Newly identified barrier cells seal off choroid plexus from CSF, rest of brain

A previously unrecognized population of fibroblasts seals off the base of the choroid plexus—the network of blood vessels and cerebrospinal-fluid-producing epithelial cells that line the ventricles—from the cerebrospinal fluid (CSF) and the rest of the brain, a new study in mice shows. 

The newly identified barrier provides an added layer of protection that is distinct from the well-known blood-brain barrier and the one that the epithelial cells form between the blood and the CSF. 

The findings help settle a long-standing debate about whether there was a blind spot in the choroid plexus that gave the periphery access into the brain, says Britta Engelhardt, professor of immunobiology at the University of Bern, who was not involved in the work. “Some [scientists] speculated that there is a leak, like an opening, a secret window into the brain, and others said, ‘No, there must be a barrier that we have overlooked.’ And it’s very obvious now.” 

Fibroblasts at the base of the choroid plexus, connected by adherens and tight junction proteins, cluster together around blood vessels and form a sealed barrier in mice, the researchers found. This structure represents a crucial component of compartmentalization in the choroid plexus, Engelhardt says. The cells were also present in human postmortem brain samples. 

Similar to other barriers, the seal becomes leaky in response to inflammation triggered by lipopolysaccharide, a component of the bacterial cell wall, and it may coordinate immune cell crossing from the blood into the brain, the study also showed. The work was published in February in Nature Neuroscience.

The results suggest that neuroscientists who study how immune cells interact with brain barriers may have been looking in the wrong place, says study investigator Roosmarijn Vandenbroucke, professor of biomedical molecular biology at Ghent University. “That changes our focus a bit from not only looking at the blood-CSF barrier but also […] at the base barrier as a potential, maybe more preferred,” point of entry for immune cells during inflammation. 

And this novel structure can now be studied alongside other barriers, Engelhardt says. “We have now discovered that there is a connection from the outer leptomeninges all the way to the choroid plexus, and the question is: Where along this pathway are the barriers?” she says. “This [study] is now setting the stage.”

V

andenbroucke did not set out to find a new barrier.
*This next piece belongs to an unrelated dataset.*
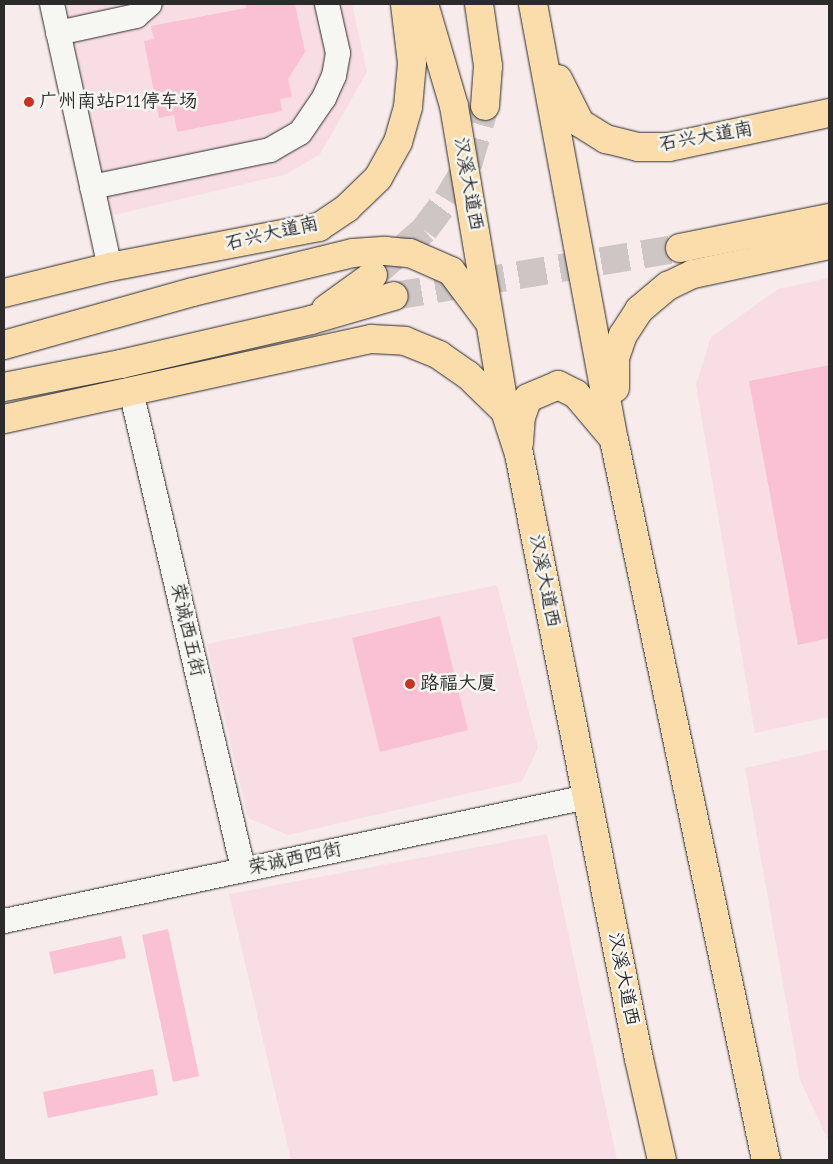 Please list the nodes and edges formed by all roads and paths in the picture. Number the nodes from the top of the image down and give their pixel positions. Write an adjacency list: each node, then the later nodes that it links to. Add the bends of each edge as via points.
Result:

Rather, she was interested in using single-cell RNA sequencing to study the transcriptional variability of the choroid plexus in the different ventricles of the brain. 

She failed to find any interesting signals, she says. “To be honest, the results were a bit disappointing.” But when she looked more closely at the fibroblasts’ expression, she noticed they segregated into two distinct populations. One of these showed barrier-like properties, including expression of the tight junction protein CLDN11, which piqued Vandenbroucke’s interest. 

These CLDN11-expressing fibroblasts resided at the base of the choroid plexus and clustered together, forming tight junctions that sealed the region, the researchers found through electron microscopy. The barrier was also functional, tracer experiments revealed. Tracer injected into the blood failed to access the CSF, whereas tracer injected into the ventricles remained there without crossing into the choroid plexus.

The combination of these findings shows that “it’s a true, true barrier,” Engelhardt says. 

The fibroblasts, which the group named “base barrier cells,” express many of the same genes as the cells that make up the meningeal arachnoid barrier, the study found. And they come from the meninges, lineage tracing shows, which “highlights how interconnected brain borders can be from very early in development,” says Carmen Ruiz de Almodóvar, professor of neurovascular cell biology at the University of Bonn, who was not involved with the study. 

T

he fact that fibroblasts created a seal was surprising, Engelhardt says. Many barriers, including the well-known blood-CSF barrier, are mainly composed of endothelial and epithelial cells, so neuroscientists did not have fibroblasts on their radar. But this study shows that fibroblasts can play an important role in compartmentalization in the central nervous system, challenging a long-standing view on which cells can form barriers, she adds.

Humans, too, have cells at the base of the choroid plexus that express CLDN11 and present honeycomb-like patterns typical of tight junctions, the study found, suggesting the barrier is conserved across species.

Next, it will be important to understand how these newly identified cells connect to other tissues and fit into the rest of the barriers around the brain, and how these might synergistically coordinate to regulate brain function, Ruiz de Almodóvar says. “Because at the end, they all aim for protecting the brain and allowing the brain to receive the molecules that [it] needs.”